(THE DATA begins)
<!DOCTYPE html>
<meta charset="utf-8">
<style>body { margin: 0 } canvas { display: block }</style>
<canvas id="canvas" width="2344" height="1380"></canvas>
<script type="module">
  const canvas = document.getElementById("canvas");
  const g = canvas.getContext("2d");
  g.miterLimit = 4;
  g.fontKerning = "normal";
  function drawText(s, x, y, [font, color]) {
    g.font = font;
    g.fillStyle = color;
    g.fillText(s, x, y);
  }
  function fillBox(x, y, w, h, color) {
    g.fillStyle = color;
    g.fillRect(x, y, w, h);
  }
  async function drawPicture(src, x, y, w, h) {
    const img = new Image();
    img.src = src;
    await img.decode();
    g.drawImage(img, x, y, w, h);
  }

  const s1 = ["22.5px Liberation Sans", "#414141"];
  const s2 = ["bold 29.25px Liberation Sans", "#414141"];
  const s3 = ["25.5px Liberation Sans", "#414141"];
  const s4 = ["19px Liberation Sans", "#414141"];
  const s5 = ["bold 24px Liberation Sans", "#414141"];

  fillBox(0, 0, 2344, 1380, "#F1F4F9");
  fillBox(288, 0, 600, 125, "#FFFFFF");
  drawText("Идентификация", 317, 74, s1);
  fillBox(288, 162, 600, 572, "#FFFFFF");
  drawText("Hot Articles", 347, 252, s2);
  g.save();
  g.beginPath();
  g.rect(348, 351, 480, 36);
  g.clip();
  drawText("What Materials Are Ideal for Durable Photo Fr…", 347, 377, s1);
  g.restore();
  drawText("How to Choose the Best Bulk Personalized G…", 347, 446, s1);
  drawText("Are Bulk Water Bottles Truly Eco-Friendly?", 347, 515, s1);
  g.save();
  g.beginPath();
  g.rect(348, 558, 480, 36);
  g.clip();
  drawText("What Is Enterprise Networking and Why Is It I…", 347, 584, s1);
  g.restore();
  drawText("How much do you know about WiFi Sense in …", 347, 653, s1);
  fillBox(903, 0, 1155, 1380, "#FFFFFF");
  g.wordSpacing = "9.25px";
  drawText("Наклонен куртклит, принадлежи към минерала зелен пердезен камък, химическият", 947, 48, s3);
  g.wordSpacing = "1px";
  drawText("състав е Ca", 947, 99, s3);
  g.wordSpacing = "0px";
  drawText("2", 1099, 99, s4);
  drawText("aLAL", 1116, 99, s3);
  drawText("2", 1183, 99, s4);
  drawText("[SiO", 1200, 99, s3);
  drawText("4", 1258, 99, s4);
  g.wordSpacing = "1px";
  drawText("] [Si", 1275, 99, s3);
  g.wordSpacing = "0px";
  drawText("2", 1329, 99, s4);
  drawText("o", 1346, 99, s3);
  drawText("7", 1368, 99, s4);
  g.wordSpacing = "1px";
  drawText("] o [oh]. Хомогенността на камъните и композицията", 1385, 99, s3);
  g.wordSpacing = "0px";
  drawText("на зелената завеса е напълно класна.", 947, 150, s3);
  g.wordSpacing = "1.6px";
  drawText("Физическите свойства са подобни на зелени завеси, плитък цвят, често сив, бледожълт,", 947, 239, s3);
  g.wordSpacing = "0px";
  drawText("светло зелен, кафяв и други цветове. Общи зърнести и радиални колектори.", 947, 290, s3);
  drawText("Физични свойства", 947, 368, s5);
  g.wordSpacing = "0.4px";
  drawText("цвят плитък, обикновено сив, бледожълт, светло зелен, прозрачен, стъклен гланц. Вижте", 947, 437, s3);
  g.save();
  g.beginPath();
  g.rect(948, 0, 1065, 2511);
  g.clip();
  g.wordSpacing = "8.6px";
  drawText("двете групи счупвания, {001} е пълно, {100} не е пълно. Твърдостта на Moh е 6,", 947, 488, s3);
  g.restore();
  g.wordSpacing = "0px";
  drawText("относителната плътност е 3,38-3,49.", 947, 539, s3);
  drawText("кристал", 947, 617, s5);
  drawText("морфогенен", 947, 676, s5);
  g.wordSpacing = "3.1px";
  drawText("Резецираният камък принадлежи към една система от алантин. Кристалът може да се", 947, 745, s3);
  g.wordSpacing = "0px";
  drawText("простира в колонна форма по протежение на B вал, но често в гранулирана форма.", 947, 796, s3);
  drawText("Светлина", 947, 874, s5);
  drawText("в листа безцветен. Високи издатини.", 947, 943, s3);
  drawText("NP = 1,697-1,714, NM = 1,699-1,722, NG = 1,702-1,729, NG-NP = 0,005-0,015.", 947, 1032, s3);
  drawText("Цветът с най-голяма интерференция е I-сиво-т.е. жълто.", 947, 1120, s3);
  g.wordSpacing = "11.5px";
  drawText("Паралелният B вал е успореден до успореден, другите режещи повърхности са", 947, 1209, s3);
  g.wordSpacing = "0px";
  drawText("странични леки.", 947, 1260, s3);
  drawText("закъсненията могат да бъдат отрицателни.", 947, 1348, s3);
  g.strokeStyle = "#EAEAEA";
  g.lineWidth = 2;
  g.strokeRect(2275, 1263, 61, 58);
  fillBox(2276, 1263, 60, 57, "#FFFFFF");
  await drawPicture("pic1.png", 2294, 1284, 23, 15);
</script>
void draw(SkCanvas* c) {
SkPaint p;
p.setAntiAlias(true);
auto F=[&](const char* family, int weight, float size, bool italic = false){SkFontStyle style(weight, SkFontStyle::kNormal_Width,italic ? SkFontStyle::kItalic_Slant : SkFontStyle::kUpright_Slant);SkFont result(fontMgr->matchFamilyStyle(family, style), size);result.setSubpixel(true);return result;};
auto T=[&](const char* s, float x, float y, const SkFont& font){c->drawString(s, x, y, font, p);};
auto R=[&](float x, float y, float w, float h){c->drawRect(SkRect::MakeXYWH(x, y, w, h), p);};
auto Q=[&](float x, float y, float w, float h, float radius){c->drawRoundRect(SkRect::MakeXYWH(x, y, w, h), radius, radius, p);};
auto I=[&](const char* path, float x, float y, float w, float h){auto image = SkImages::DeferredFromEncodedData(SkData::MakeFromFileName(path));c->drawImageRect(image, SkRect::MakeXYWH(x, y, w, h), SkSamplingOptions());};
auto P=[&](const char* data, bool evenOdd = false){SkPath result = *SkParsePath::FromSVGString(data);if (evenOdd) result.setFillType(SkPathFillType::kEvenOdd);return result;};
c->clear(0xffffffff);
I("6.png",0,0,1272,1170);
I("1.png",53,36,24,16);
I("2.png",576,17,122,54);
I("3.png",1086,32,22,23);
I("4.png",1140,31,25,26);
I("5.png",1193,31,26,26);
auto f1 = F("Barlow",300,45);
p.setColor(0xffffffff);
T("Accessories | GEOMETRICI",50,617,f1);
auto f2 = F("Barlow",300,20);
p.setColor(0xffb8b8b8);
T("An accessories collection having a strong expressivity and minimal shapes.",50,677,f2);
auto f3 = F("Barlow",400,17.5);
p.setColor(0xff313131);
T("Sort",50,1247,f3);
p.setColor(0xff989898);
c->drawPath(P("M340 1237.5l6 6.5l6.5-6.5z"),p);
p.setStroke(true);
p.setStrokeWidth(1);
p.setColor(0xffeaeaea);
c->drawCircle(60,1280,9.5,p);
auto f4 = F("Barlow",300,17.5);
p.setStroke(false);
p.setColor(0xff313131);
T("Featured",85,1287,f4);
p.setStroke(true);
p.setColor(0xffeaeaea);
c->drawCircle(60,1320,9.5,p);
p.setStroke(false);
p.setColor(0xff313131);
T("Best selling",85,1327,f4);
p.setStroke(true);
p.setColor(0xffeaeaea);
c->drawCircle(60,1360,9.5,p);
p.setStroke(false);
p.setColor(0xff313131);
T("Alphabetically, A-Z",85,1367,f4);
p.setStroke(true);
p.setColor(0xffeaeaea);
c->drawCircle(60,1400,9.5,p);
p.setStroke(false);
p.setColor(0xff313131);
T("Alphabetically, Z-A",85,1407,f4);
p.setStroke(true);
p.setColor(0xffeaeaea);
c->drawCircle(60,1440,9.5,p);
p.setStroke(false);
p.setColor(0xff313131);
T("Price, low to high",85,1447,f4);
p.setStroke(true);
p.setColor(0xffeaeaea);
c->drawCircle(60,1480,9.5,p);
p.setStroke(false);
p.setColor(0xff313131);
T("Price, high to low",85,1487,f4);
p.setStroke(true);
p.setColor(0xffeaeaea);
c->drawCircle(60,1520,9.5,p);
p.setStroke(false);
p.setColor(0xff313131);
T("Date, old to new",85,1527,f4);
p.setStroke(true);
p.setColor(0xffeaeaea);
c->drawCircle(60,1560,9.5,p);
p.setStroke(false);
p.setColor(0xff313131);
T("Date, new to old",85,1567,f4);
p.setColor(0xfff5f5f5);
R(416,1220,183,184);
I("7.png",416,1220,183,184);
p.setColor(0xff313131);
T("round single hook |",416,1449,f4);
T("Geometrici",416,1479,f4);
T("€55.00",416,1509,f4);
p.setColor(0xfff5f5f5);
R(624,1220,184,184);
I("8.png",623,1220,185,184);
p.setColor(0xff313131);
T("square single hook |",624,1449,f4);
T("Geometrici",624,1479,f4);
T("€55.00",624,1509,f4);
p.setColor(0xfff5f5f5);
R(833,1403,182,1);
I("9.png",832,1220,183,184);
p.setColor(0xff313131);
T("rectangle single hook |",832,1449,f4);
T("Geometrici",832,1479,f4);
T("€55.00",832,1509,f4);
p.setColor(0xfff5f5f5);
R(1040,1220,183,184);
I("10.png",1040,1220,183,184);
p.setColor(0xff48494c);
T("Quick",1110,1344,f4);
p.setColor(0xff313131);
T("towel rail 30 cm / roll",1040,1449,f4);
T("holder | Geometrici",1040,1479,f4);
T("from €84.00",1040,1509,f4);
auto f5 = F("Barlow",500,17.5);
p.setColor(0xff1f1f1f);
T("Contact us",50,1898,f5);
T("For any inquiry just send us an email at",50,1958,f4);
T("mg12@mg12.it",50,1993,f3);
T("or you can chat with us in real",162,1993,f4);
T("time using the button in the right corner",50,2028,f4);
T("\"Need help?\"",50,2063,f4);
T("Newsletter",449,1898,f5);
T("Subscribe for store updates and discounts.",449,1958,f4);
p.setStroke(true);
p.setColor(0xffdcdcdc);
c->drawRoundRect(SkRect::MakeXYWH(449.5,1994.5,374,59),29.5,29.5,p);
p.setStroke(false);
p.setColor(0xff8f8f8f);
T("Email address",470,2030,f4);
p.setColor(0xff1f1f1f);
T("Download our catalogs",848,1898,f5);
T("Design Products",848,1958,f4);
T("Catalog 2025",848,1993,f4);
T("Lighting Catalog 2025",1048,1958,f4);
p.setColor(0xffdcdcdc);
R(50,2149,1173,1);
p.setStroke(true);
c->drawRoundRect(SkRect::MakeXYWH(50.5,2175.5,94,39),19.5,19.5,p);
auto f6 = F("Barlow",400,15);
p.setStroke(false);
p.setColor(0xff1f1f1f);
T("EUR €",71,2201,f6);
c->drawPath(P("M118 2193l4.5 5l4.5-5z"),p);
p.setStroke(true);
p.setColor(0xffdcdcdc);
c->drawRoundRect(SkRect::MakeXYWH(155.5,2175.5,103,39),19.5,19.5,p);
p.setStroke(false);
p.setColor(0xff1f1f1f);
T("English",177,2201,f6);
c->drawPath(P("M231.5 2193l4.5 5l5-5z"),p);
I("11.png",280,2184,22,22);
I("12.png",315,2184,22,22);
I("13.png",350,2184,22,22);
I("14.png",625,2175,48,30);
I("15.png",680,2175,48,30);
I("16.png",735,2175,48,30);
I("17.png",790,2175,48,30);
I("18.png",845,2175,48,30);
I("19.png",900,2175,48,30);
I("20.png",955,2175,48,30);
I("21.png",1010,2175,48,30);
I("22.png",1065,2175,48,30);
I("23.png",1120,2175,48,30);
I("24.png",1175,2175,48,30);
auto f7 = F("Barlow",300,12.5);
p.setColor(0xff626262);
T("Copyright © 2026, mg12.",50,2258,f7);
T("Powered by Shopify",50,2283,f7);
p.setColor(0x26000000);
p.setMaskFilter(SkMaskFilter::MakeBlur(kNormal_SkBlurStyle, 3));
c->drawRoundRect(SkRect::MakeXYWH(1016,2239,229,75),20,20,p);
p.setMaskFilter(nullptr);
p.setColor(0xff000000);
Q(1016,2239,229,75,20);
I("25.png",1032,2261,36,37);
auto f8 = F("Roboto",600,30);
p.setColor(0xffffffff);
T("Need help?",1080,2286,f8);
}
(THE DATA ends)
◆ WHAT YOU SHOULD DO
What is needed is an exact copy of the entries from their first line down to the line with "1329, 99, s4);", that line included, and nothing beyond it.

◆ TASK ANSWER
<!DOCTYPE html>
<meta charset="utf-8">
<style>body { margin: 0 } canvas { display: block }</style>
<canvas id="canvas" width="2344" height="1380"></canvas>
<script type="module">
  const canvas = document.getElementById("canvas");
  const g = canvas.getContext("2d");
  g.miterLimit = 4;
  g.fontKerning = "normal";
  function drawText(s, x, y, [font, color]) {
    g.font = font;
    g.fillStyle = color;
    g.fillText(s, x, y);
  }
  function fillBox(x, y, w, h, color) {
    g.fillStyle = color;
    g.fillRect(x, y, w, h);
  }
  async function drawPicture(src, x, y, w, h) {
    const img = new Image();
    img.src = src;
    await img.decode();
    g.drawImage(img, x, y, w, h);
  }

  const s1 = ["22.5px Liberation Sans", "#414141"];
  const s2 = ["bold 29.25px Liberation Sans", "#414141"];
  const s3 = ["25.5px Liberation Sans", "#414141"];
  const s4 = ["19px Liberation Sans", "#414141"];
  const s5 = ["bold 24px Liberation Sans", "#414141"];

  fillBox(0, 0, 2344, 1380, "#F1F4F9");
  fillBox(288, 0, 600, 125, "#FFFFFF");
  drawText("Идентификация", 317, 74, s1);
  fillBox(288, 162, 600, 572, "#FFFFFF");
  drawText("Hot Articles", 347, 252, s2);
  g.save();
  g.beginPath();
  g.rect(348, 351, 480, 36);
  g.clip();
  drawText("What Materials Are Ideal for Durable Photo Fr…", 347, 377, s1);
  g.restore();
  drawText("How to Choose the Best Bulk Personalized G…", 347, 446, s1);
  drawText("Are Bulk Water Bottles Truly Eco-Friendly?", 347, 515, s1);
  g.save();
  g.beginPath();
  g.rect(348, 558, 480, 36);
  g.clip();
  drawText("What Is Enterprise Networking and Why Is It I…", 347, 584, s1);
  g.restore();
  drawText("How much do you know about WiFi Sense in …", 347, 653, s1);
  fillBox(903, 0, 1155, 1380, "#FFFFFF");
  g.wordSpacing = "9.25px";
  drawText("Наклонен куртклит, принадлежи към минерала зелен пердезен камък, химическият", 947, 48, s3);
  g.wordSpacing = "1px";
  drawText("състав е Ca", 947, 99, s3);
  g.wordSpacing = "0px";
  drawText("2", 1099, 99, s4);
  drawText("aLAL", 1116, 99, s3);
  drawText("2", 1183, 99, s4);
  drawText("[SiO", 1200, 99, s3);
  drawText("4", 1258, 99, s4);
  g.wordSpacing = "1px";
  drawText("] [Si", 1275, 99, s3);
  g.wordSpacing = "0px";
  drawText("2", 1329, 99, s4);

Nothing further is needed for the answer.